Imigração

ICE terá câmeras corporais em agentes até setembro, mas agência decidirá quais vídeos serão divulgados

Equipamentos chegam após pressão por mais transparência, mas nova política dá ao ICE autonomia para escolher quais imagens serão liberadas ao público

ICE informou que mais da metade dos agentes já recebeu as câmeras corporais, que serão usadas durante prisões e operações de fiscalização de imigração nos Estados Unidos. (Foto: Reprodução/Redes sociais/ICE)

O ICE informou que seus agentes de campo em todo o país deverão estar equipados com câmeras corporais até o final de setembro. A medida acontece após uma série de operações de imigração que aumentaram as cobranças por mais transparência.

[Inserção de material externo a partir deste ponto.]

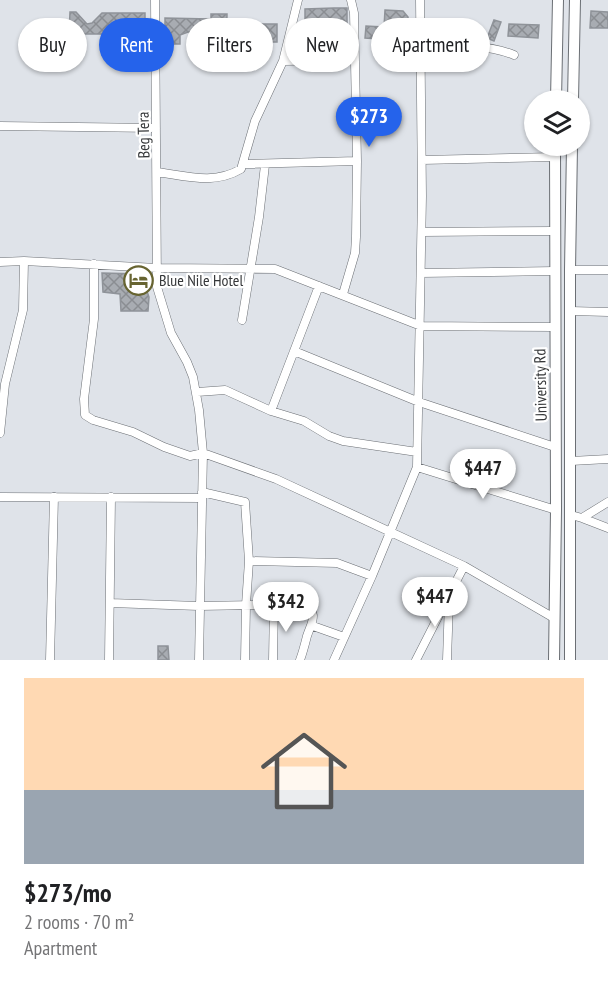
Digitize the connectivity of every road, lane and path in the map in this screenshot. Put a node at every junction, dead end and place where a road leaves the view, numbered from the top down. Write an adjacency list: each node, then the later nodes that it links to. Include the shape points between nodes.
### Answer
1 (154, 0): 17 (street, Beg Tera)
2 (298, 0): 11 (street)
3 (351, 0): 7 (street)
4 (420, 0): 8 (street)
5 (558, 0): 14 (street)
6 (575, 0): 15 (street)
7 (354, 18)
8 (420, 18)
9 (490, 48): 10 (street)
10 (514, 55)
11 (283, 62): 23 (street, via 255,121)
12 (354, 72): 22 (street)
13 (421, 72): 21 (street)
14 (556, 90)
15 (573, 90)
16 (0, 126): 17 (street)
17 (156, 128): 25 (street, Beg Tera)
18 (524, 153): 21 (street)
19 (555, 156): 26 (street, University Rd)
20 (572, 156): 33 (street, University Rd)
21 (422, 160): 27 (street)
22 (357, 162): 24 (street); 38 (street, via 355,253)
23 (244, 164): 24 (street); 25 (street, via 233,174 217,179)
24 (266, 165): 32 (street)
25 (157, 172): 31 (street, Beg Tera)
26 (554, 231): 27 (street); 35 (street, University Rd)
27 (422, 232): 36 (street)
28 (24, 261): 29 (street); 30 (street); 48 (street, via 23,310 5,384)
29 (0, 262)
30 (94, 264): 31 (street); 51 (street, via 94,319 85,415 190,456)
31 (157, 268): 32 (street); 45 (street, Beg Tera, via 161,305)
32 (250, 270): 37 (street, via 275,269); 41 (street)
33 (570, 270): 34 (street); 35 (street); 39 (street, University Rd)
34 (608, 270)
35 (555, 271): 36 (street); 43 (street, University Rd)
36 (422, 273): 42 (street)
37 (319, 286): 38 (street); 44 (street)
38 (343, 294): 42 (street)
39 (571, 311): 40 (street); 53 (street, University Rd)
40 (608, 312)
41 (242, 320)
42 (421, 326): 43 (street); 46 (street)
43 (554, 327): 49 (street, University Rd)
44 (294, 351): 46 (street); 47 (street)
45 (196, 392): 47 (street, via 225,390); 51 (street, Beg Tera)
46 (419, 402): 49 (street); 50 (street)
47 (271, 411): 50 (street, via 304,421 343,441)
48 (0, 433)
49 (555, 447): 60 (street, University Rd)
50 (417, 452): 54 (street)
51 (203, 453): 55 (street, Beg Tera); 63 (street, via 276,479)
52 (608, 459): 53 (street)
53 (571, 460): 61 (street, University Rd)
54 (417, 466): 60 (street); 63 (street)
55 (202, 495): 58 (street); 64 (street, via 245,502); 71 (street, Beg Tera)
56 (0, 496): 57 (street)
57 (54, 497): 58 (street); 75 (street)
58 (111, 497): 68 (street)
59 (608, 502): 61 (street)
60 (556, 510): 61 (street); 72 (street, University Rd)
61 (577, 516): 62 (street); 85 (street, University Rd)
62 (608, 528)
63 (391, 530): 65 (street); 66 (street)
64 (249, 561): 66 (street, via 338,563); 70 (street)
65 (464, 566): 67 (street); 72 (street)
66 (372, 576): 74 (street)
67 (449, 596): 82 (street); 83 (street)
68 (110, 603): 71 (street); 76 (street)
69 (274, 604): 70 (street); 73 (street, via 309,607 314,614); 79 (street)
70 (246, 605): 71 (street); 78 (street)
71 (199, 606): 77 (street, Beg Tera)
72 (554, 618): 84 (street, University Rd)
73 (313, 626): 74 (street); 80 (street)
74 (344, 637): 81 (street)
75 (50, 660)
76 (109, 660)
77 (199, 660)
78 (245, 660)
79 (273, 660)
80 (300, 660)
81 (334, 660)
82 (418, 660)
83 (447, 660)
84 (554, 660)
85 (570, 660)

Apesar da chegada dos equipamentos, a política do próprio ICE determina que a divulgação das imagens ficará sob decisão da agência. Vídeos de confrontos, prisões ou casos em que agentes causem mortes ou ferimentos graves só serão liberados se a liderança considerar que isso atende aos “melhores interesses” do órgão.

A regra permite que a agência analise cada situação antes de tornar as gravações públicas. Em casos específicos, o diretor do ICE poderá adiar ou impedir a divulgação dos vídeos, caso considere que existem motivos para manter o material em sigilo.

A medida gera críticas de grupos que defendem maior transparência e questionam se as câmeras servirão como uma forma de fiscalização ou apenas como uma ferramenta para proteger a imagem da agência.

Foram investidos cerca de US$ 30,9 milhões na compra dos equipamentos da empresa Axon. Segundo o órgão, mais da metade dos agentes já recebeu as câmeras, e a distribuição deve ser concluída até setembro.

Os dispositivos deverão ser usados durante prisões, cumprimento de mandados e outras operações. A agência afirma que as gravações poderão ajudar a esclarecer ocorrências envolvendo seus agentes, enquanto críticos cobram regras mais claras sobre o acesso público às imagens.